Unlike the cautious, light-touch practice sessions on regular days, where they feared injuring classmates or themselves.

Here, within the projection of the virtual world, injury and death were merely cold System notifications that had no effect on their real bodies.

The long-suppressed Battle Intent and accumulated techniques finally had an outlet for release.

To ensure absolute fairness, just like the cultural subject assessment, every student faced standardized virtual enemies uniformly generated by the Central System.

The only difference was swapping the exam papers in their hands for the flashing swords and shadows in the virtual world.

The virtual pods, valued at hundreds of thousands or even hundreds of thousands each, were limited to only four rooms in Qingshi No. 3 Middle School.

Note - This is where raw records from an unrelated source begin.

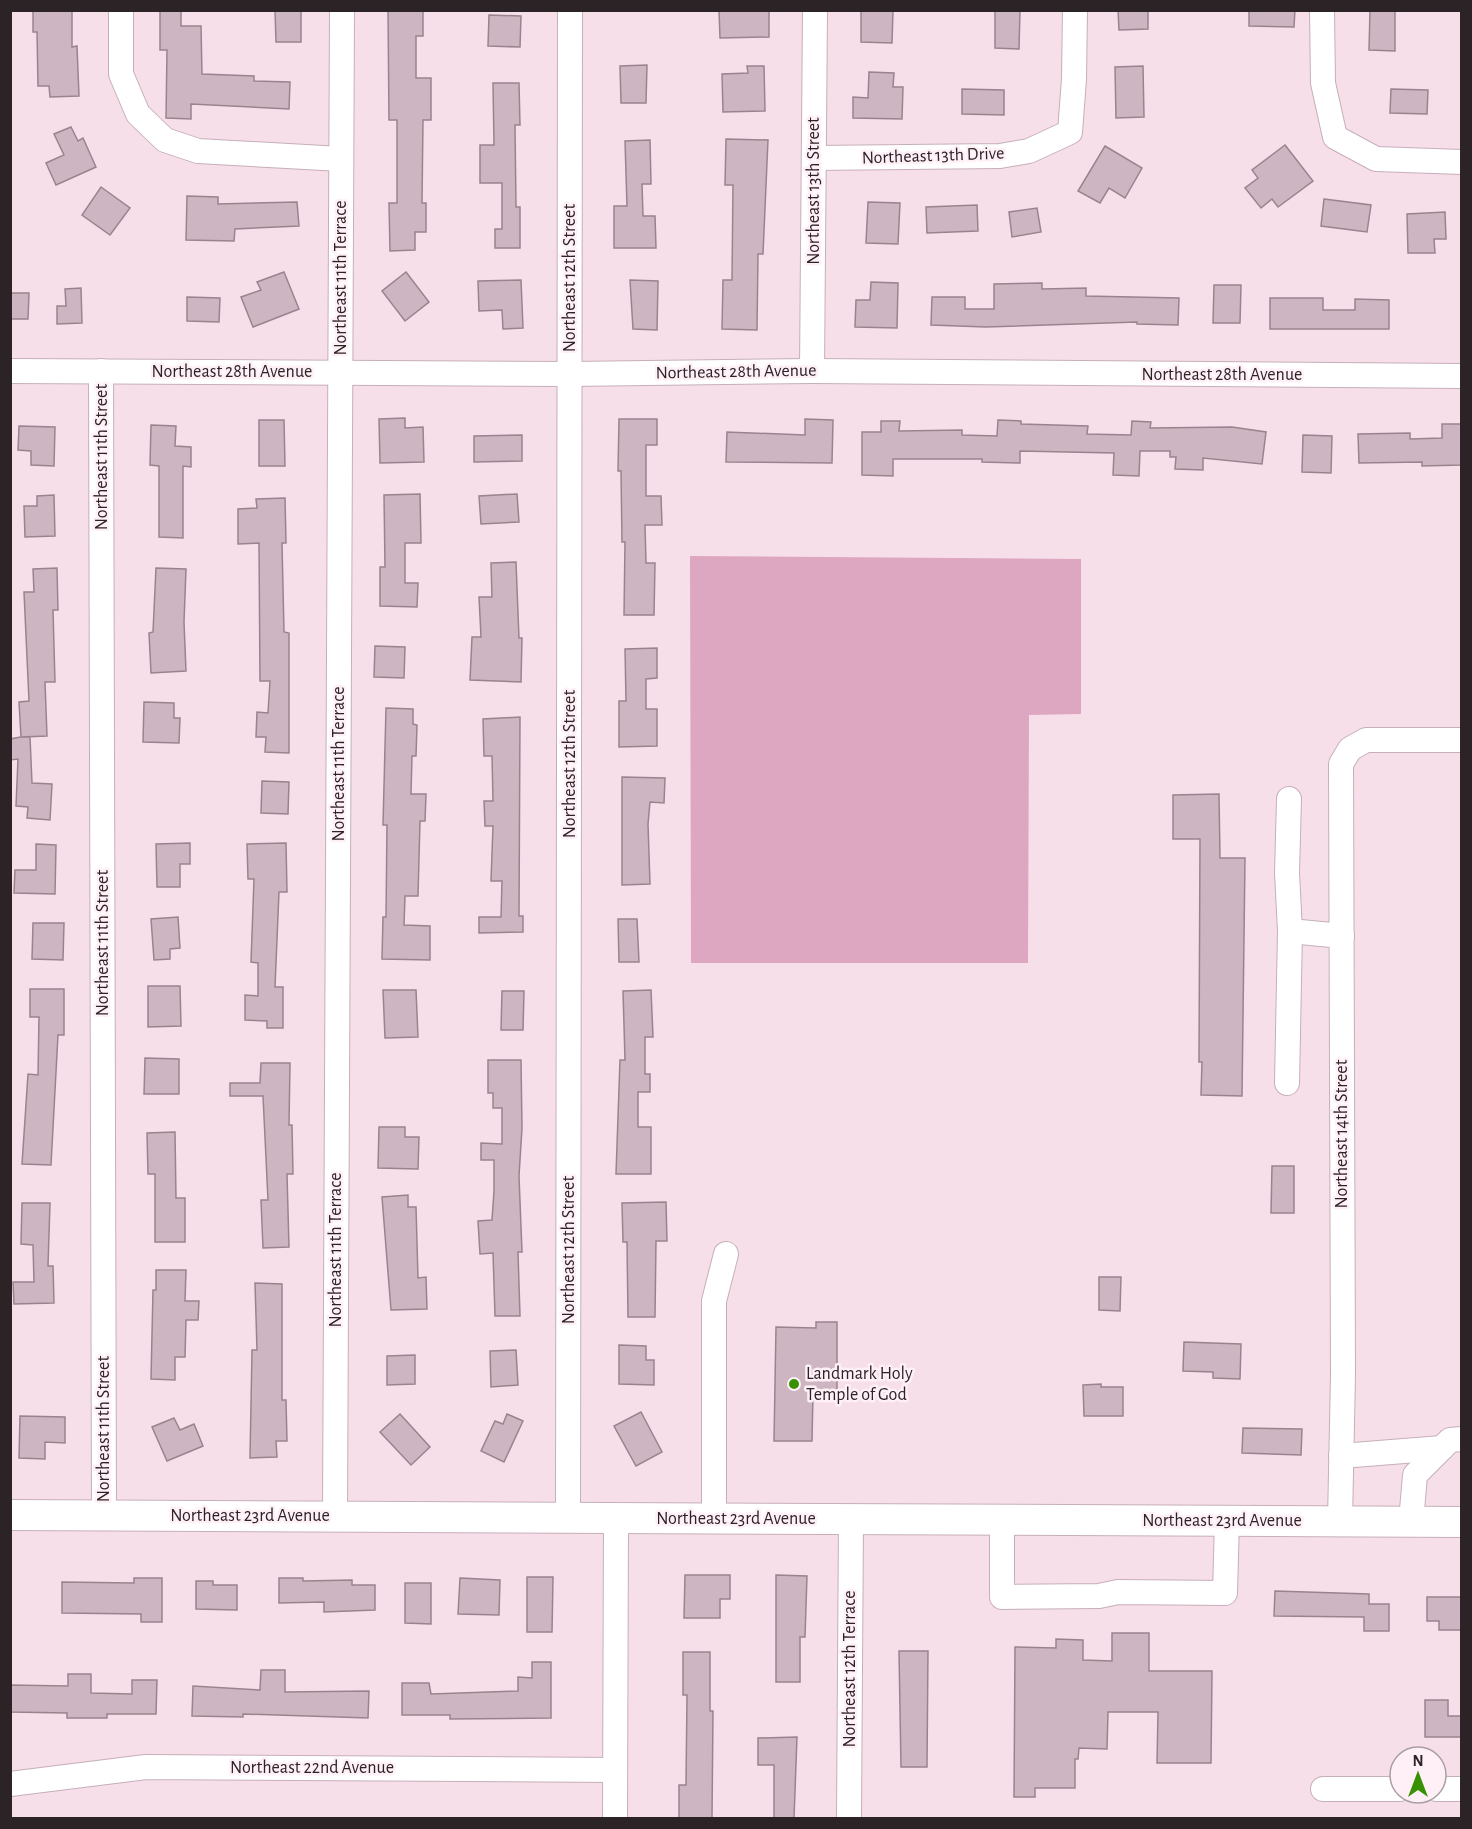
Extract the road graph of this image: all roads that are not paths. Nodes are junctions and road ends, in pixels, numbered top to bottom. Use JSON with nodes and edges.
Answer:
{"nodes":[{"id":1,"x":120,"y":10,"type":"edge"},
{"id":2,"x":342,"y":10,"type":"edge"},
{"id":3,"x":570,"y":10,"type":"edge"},
{"id":4,"x":815,"y":10,"type":"edge"},
{"id":5,"x":1075,"y":10,"type":"edge"},
{"id":6,"x":1322,"y":10,"type":"edge"},
{"id":7,"x":815,"y":158,"type":"junction"},
{"id":8,"x":341,"y":159,"type":"junction"},
{"id":9,"x":1461,"y":162,"type":"edge"},
{"id":10,"x":10,"y":371,"type":"edge"},
{"id":11,"x":101,"y":371,"type":"junction"},
{"id":12,"x":812,"y":371,"type":"junction"},
{"id":13,"x":340,"y":372,"type":"junction"},
{"id":14,"x":571,"y":374,"type":"junction"},
{"id":15,"x":1461,"y":376,"type":"edge"},
{"id":16,"x":1461,"y":740,"type":"edge"},
{"id":17,"x":1289,"y":799,"type":"dead end"},
{"id":18,"x":1290,"y":931,"type":"junction"},
{"id":19,"x":1342,"y":936,"type":"junction"},
{"id":20,"x":1287,"y":1083,"type":"dead end"},
{"id":21,"x":726,"y":1254,"type":"dead end"},
{"id":22,"x":1452,"y":1444,"type":"edge"},
{"id":23,"x":1341,"y":1456,"type":"junction"},
{"id":24,"x":10,"y":1515,"type":"edge"},
{"id":25,"x":104,"y":1515,"type":"junction"},
{"id":26,"x":335,"y":1517,"type":"junction"},
{"id":27,"x":568,"y":1518,"type":"junction"},
{"id":28,"x":616,"y":1518,"type":"junction"},
{"id":29,"x":714,"y":1518,"type":"junction"},
{"id":30,"x":851,"y":1519,"type":"junction"},
{"id":31,"x":1002,"y":1520,"type":"junction"},
{"id":32,"x":1227,"y":1521,"type":"junction"},
{"id":33,"x":1340,"y":1521,"type":"junction"},
{"id":34,"x":1411,"y":1522,"type":"junction"},
{"id":35,"x":1461,"y":1522,"type":"edge"},
{"id":36,"x":615,"y":1770,"type":"junction"},
{"id":37,"x":10,"y":1784,"type":"edge"},
{"id":38,"x":1388,"y":1789,"type":"edge"},
{"id":39,"x":1323,"y":1790,"type":"dead end"},
{"id":40,"x":615,"y":1818,"type":"edge"},
{"id":41,"x":849,"y":1818,"type":"edge"}],
"edges":[{"from":1,"to":8,"type":"street"},
{"from":2,"to":8,"type":"street","name":"Northeast 11th Terrace"},
{"from":3,"to":14,"type":"street","name":"Northeast 12th Street"},
{"from":4,"to":7,"type":"street","name":"Northeast 13th Street"},
{"from":5,"to":7,"type":"street","name":"Northeast 13th Drive"},
{"from":6,"to":9,"type":"street"},
{"from":7,"to":12,"type":"street","name":"Northeast 13th Street"},
{"from":8,"to":13,"type":"street","name":"Northeast 11th Terrace"},
{"from":10,"to":11,"type":"street","name":"Northeast 28th Avenue"},
{"from":11,"to":13,"type":"street","name":"Northeast 28th Avenue"},
{"from":11,"to":25,"type":"street","name":"Northeast 11th Street"},
{"from":12,"to":14,"type":"street","name":"Northeast 28th Avenue"},
{"from":12,"to":15,"type":"street","name":"Northeast 28th Avenue"},
{"from":13,"to":14,"type":"street","name":"Northeast 28th Avenue"},
{"from":13,"to":26,"type":"street","name":"Northeast 11th Terrace"},
{"from":14,"to":27,"type":"street","name":"Northeast 12th Street"},
{"from":16,"to":19,"type":"street","name":"Northeast 14th Street"},
{"from":17,"to":18,"type":"street"},
{"from":18,"to":19,"type":"street"},
{"from":18,"to":20,"type":"street"},
{"from":19,"to":23,"type":"street","name":"Northeast 14th Street"},
{"from":21,"to":29,"type":"street"},
{"from":22,"to":23,"type":"street"},
{"from":22,"to":34,"type":"street"},
{"from":23,"to":33,"type":"street","name":"Northeast 14th Street"},
{"from":24,"to":25,"type":"main road","name":"Northeast 23rd Avenue"},
{"from":25,"to":26,"type":"main road","name":"Northeast 23rd Avenue"},
{"from":26,"to":27,"type":"main road","name":"Northeast 23rd Avenue"},
{"from":27,"to":28,"type":"main road","name":"Northeast 23rd Avenue"},
{"from":28,"to":29,"type":"main road","name":"Northeast 23rd Avenue"},
{"from":28,"to":36,"type":"street"},
{"from":29,"to":30,"type":"main road","name":"Northeast 23rd Avenue"},
{"from":30,"to":31,"type":"main road","name":"Northeast 23rd Avenue"},
{"from":30,"to":41,"type":"street","name":"Northeast 12th Terrace"},
{"from":31,"to":32,"type":"main road","name":"Northeast 23rd Avenue"},
{"from":31,"to":32,"type":"street"},
{"from":32,"to":33,"type":"main road","name":"Northeast 23rd Avenue"},
{"from":33,"to":34,"type":"main road","name":"Northeast 23rd Avenue"},
{"from":34,"to":35,"type":"main road","name":"Northeast 23rd Avenue"},
{"from":36,"to":37,"type":"street","name":"Northeast 22nd Avenue"},
{"from":36,"to":40,"type":"street"},
{"from":38,"to":39,"type":"street"}]}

The entire Senior Three grade, comprising nearly a thousand students across twenty-one classes, obviously could not undergo the assessment simultaneously; staggered assessment had become the norm.

Thus, a special school rule also emerged—the remaining batches of students would gather on the plaza and watch the real-time live broadcast of the students currently being assessed on the super-large screen erected prominently in the center.

This served both to pass the time and as an invisible spur: no one wanted to lose face in front of the entire school faculty and student body.

The plaza was bustling with noise, almost everyone discussing the imminent slaughter.